* EXERCISE AIM *
Those lines of the following listing which contain the string "Instruction" should be returned.

* DATA PROVIDED *

━━━━━━━━━━━━━━━━━━━━━━━━━━━━━━

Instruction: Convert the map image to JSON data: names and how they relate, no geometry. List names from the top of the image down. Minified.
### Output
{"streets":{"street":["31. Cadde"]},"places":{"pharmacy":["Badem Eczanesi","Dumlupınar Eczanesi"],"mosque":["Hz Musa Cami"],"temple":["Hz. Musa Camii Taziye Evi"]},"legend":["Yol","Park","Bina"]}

━━━━━━━━━━━━━━━━━━━━━━━━━━━━━━

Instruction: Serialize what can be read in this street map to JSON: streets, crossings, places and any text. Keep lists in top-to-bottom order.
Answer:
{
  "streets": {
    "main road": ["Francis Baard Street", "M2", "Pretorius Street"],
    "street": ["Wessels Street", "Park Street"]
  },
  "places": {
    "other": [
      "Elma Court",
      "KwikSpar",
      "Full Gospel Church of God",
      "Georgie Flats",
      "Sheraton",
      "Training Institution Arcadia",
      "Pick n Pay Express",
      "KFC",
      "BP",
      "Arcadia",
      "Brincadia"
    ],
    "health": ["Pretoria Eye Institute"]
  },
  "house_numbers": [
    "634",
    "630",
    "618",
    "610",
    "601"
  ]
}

━━━━━━━━━━━━━━━━━━━━━━━━━━━━━━

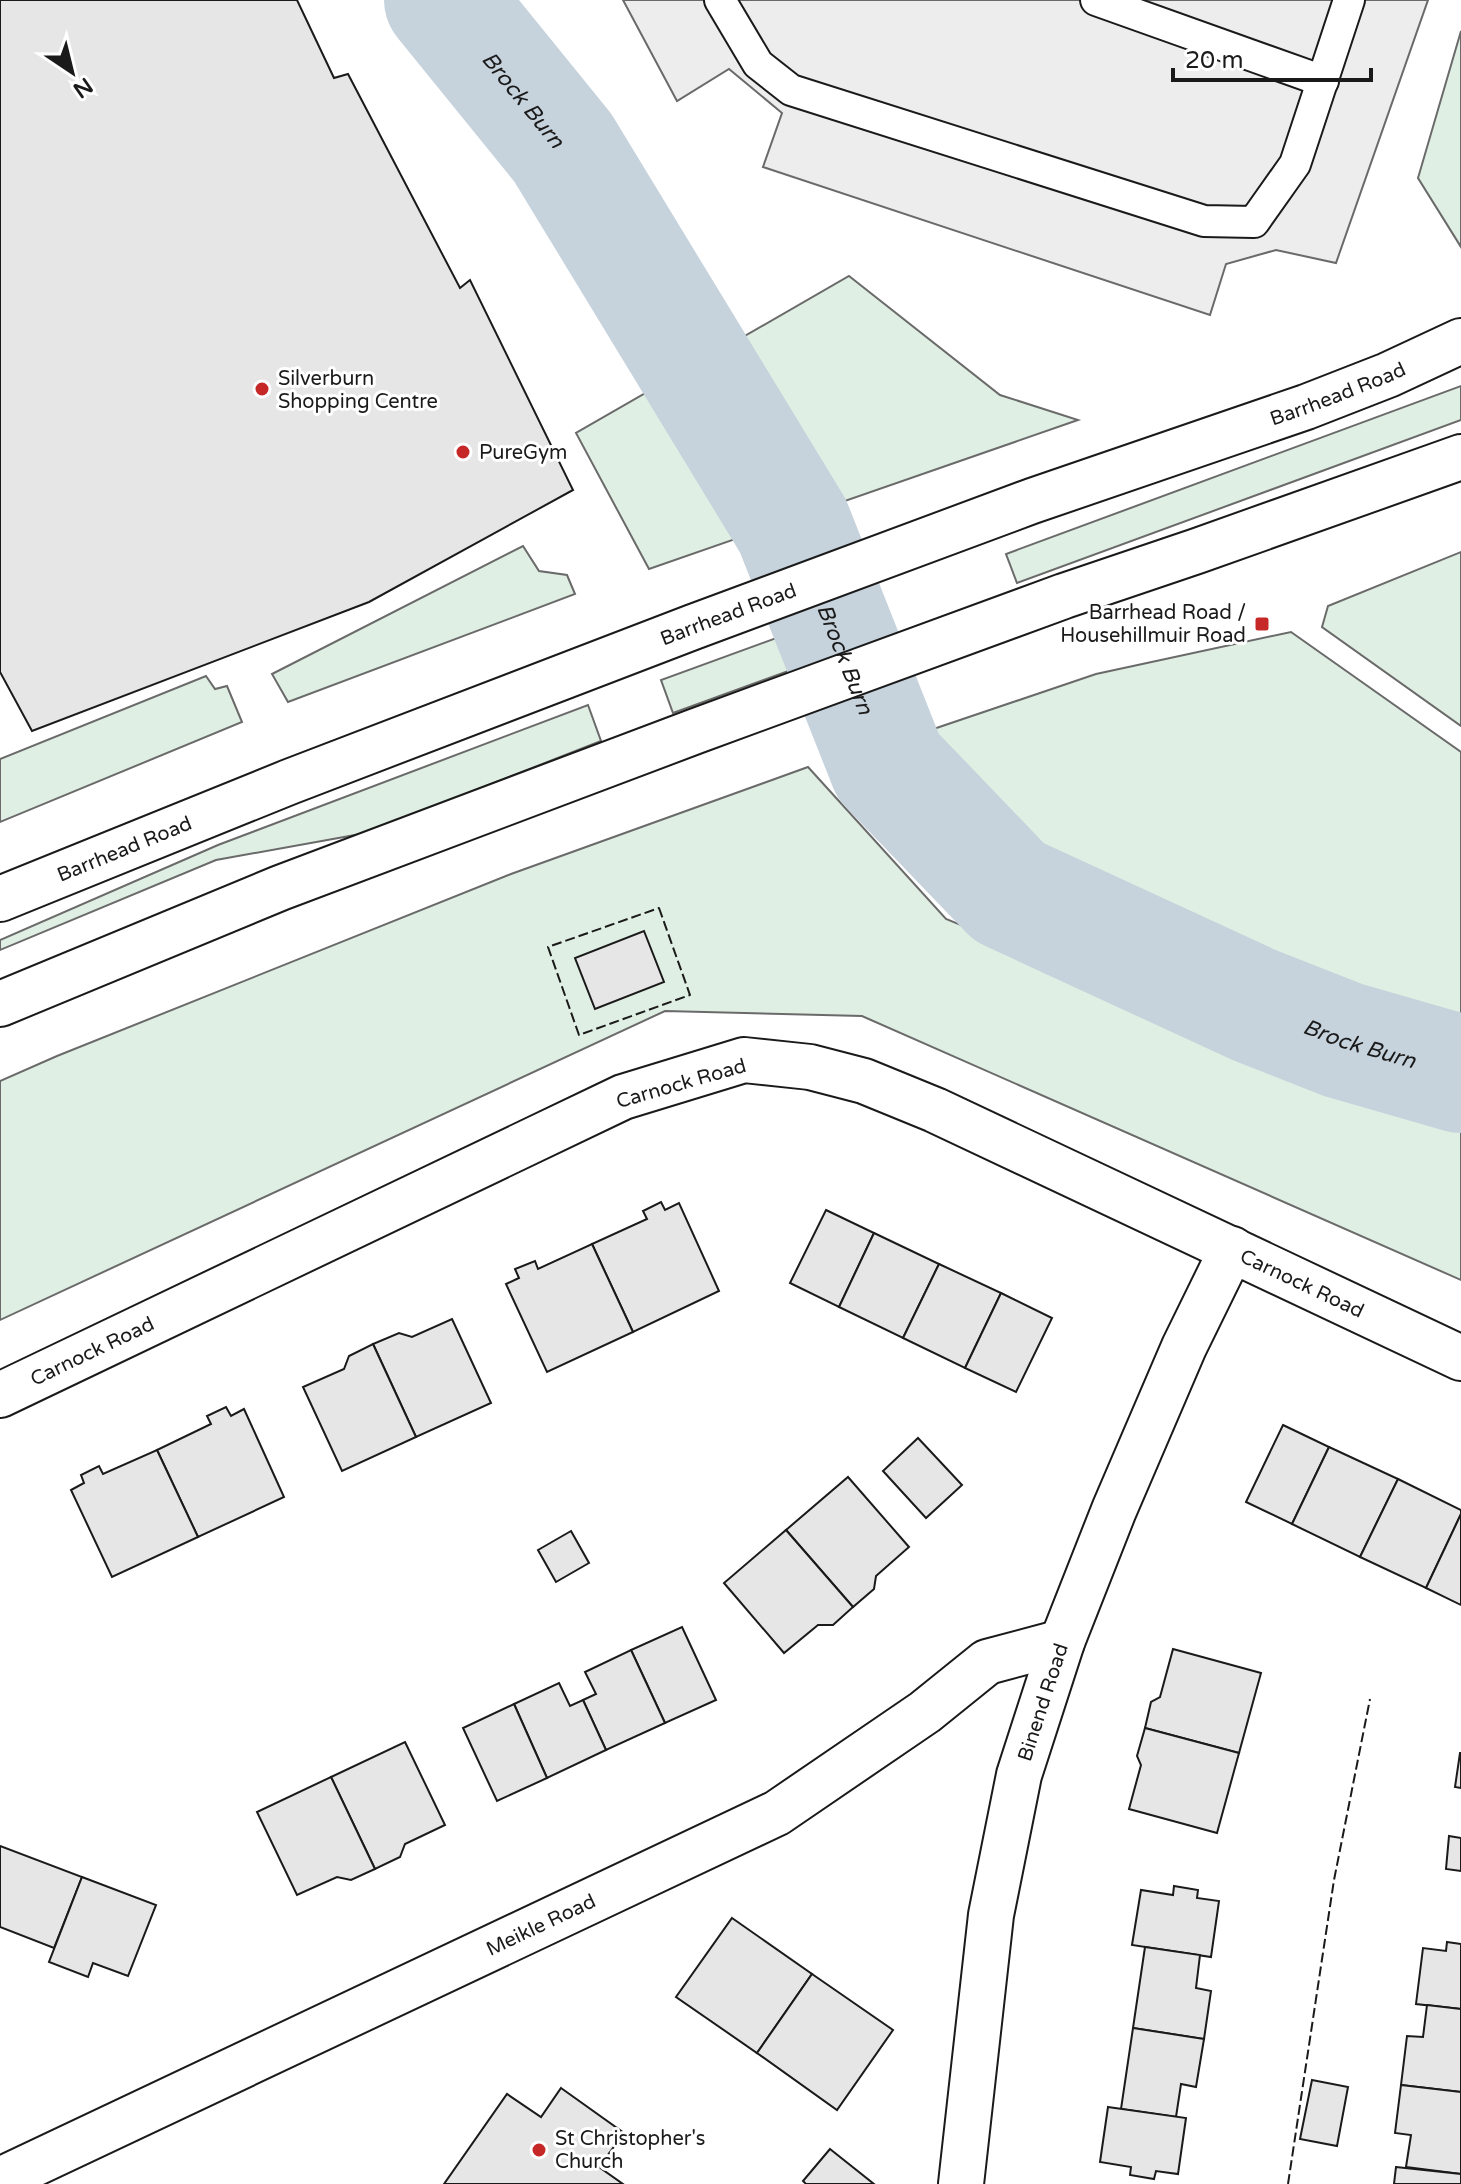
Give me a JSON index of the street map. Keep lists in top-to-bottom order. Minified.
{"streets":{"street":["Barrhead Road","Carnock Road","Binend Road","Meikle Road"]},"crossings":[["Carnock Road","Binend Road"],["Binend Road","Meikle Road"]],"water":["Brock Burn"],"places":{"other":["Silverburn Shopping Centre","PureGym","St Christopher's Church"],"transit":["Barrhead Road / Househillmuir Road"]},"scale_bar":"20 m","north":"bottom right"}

━━━━━━━━━━━━━━━━━━━━━━━━━━━━━━

* EXERCISE RESPONSE *
Instruction: Convert the map image to JSON data: names and how they relate, no geometry. List names from the top of the image down. Minified.
Instruction: Serialize what can be read in this street map to JSON: streets, crossings, places and any text. Keep lists in top-to-bottom order.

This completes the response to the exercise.